Kadın işçiler lehine düzenlenen muayene izni, analık haline ilişkin izin süreleri, isteğe bağlı yarım çalışma izni veya altı aya kadar ücretsiz izin ile süt izni, Kanunun 74’üncü maddesinde detaylı şekilde düzenlenmiştir. İlgili maddenin son fıkrası uyarınca ise, işbu maddede düzenlenen hükümlerin yalnızca Kanuna tabi olan kadın işçilere değil, Türk Borçlar Kanunu, Deniz İş Kanunu ile Basın İş Kanunu’na tabi şekilde istihdam edilen kadın işçilere de uygulanacağı düzenlenmesi sebebiyle kapsayıcı bir koruma söz konusudur.

Kanunun 74’üncü maddesinin 3’üncü fıkrası uyarınca hamilelik döneminde kadın işçiye talebi halinde muayene izni adı altında periyodik doktor kontrolleri için zorunlu olarak ücretli izin verilmektedir.

İlgili düzenlemede analık izni doğrultusunda ise kural olarak, kadın işçinin doğum öncesinde sekiz hafta ve doğum sonrasında sekiz hafta olmak üzere belirli bir süre çalıştırılmaması esastır. Bu süre boyunca kadın işçinin ücretli izin hakkı söz konusu olup çoğul gebelik, doktor raporu ile saptanacak şekilde özel sağlık durumu ve çalışılan işin niteliğine göre arttırılabilmektedir.
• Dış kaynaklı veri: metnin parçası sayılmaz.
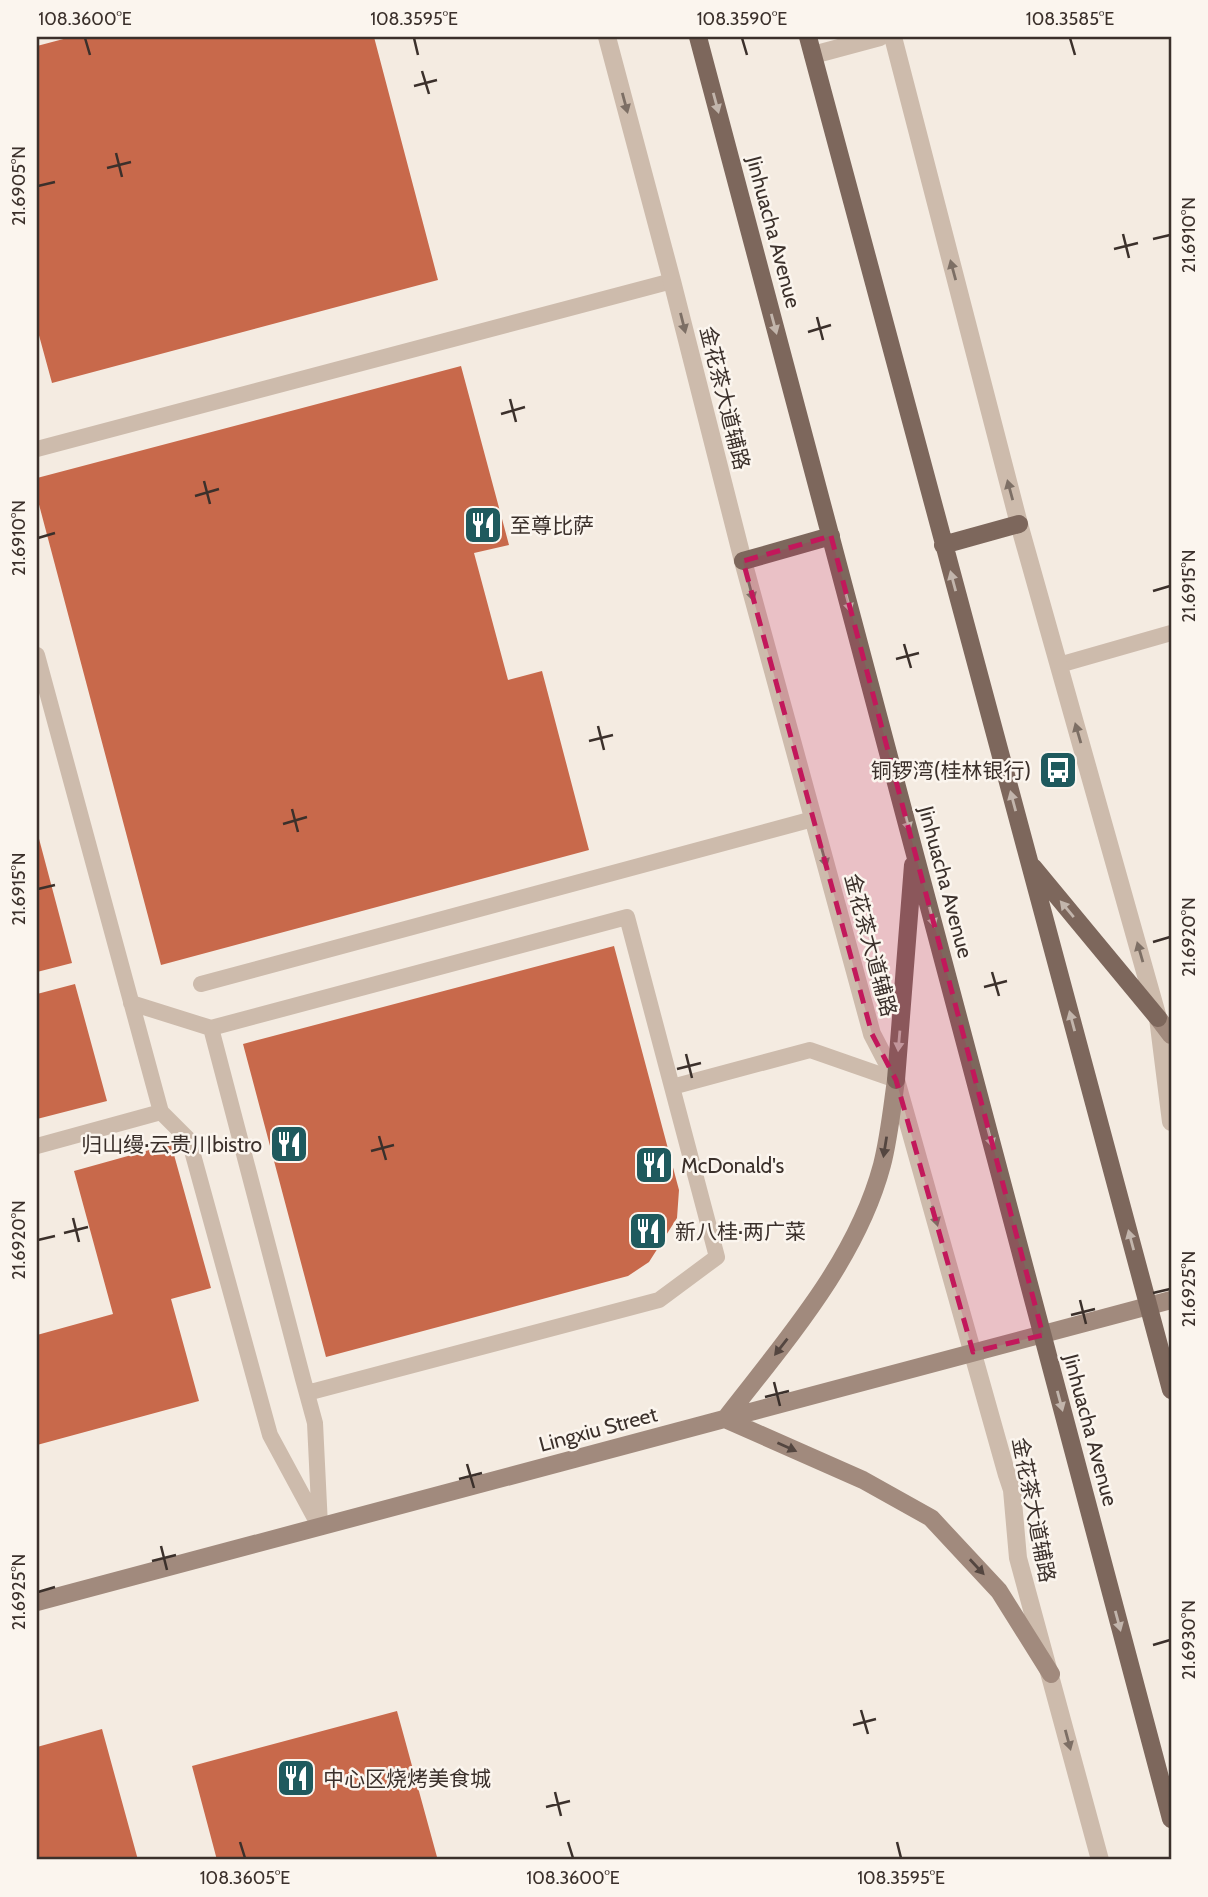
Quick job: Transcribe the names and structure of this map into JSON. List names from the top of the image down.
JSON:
{
  "streets": {
    "main road": ["Jinhuacha Avenue", "Lingxiu Street"],
    "street": ["金花茶大道辅路"]
  },
  "crossings": [
    ["Jinhuacha Avenue", "Lingxiu Street"],
    ["金花茶大道辅路", "Lingxiu Street"]
  ],
  "one_way": ["金花茶大道辅路"],
  "places": {
    "restaurant": [
      "至尊比萨",
      "归山缦·云贵川bistro",
      "McDonald's",
      "新八桂·两广菜",
      "中心区烧烤美食城"
    ],
    "bus stop": ["铜锣湾(桂林银行)"]
  },
  "coordinates": [
    "108.3600°E",
    "108.3595°E",
    "108.3590°E",
    "108.3585°E",
    "21.6905°N",
    "21.6910°N",
    "21.6915°N",
    "21.6920°N",
    "21.6925°N",
    "21.6930°N",
    "108.3605°E"
  ]
}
Analık izin süresinin tamamlanmasının ardından, ilgili hükümde kadın işçiye isteğe bağlı yarım çalışma izni kapsamında ücretsiz izin hakkı tanınmaktadır. Kadın işçinin talebi halinde haftalık çalışma süresinin yarısı kadarki ücretsiz izni Kanunun 74’üncü maddesinin 2’nci fıkrasında “Birinci fıkra uyarınca kullanılan doğum sonrası analık hâli izninin bitiminden itibaren çocuğunun bakımı ve yetiştirilmesi amacıyla ve çocuğun hayatta olması kaydıyla kadın işçi ile üç yaşını doldurmamış çocuğu evlat edinen kadın veya erkek işçilere istekleri hâlinde birinci doğumda altmış gün, ikinci doğumda yüz yirmi gün, sonraki doğumlarda ise yüz seksen gün süreyle haftalık çalışma süresinin yarısı kadar ücretsiz izin verilir. Çoğul doğum hâlinde bu sürelere otuzar gün eklenir. Çocuğun engelli doğması hâlinde bu süre üç yüz altmış gün olarak uygulanır.” şeklinde ifade edilmiş ve yine analık izninde olduğu gibi bazı özel durumlar ile sürenin uzatılması mümkün kılınmıştır.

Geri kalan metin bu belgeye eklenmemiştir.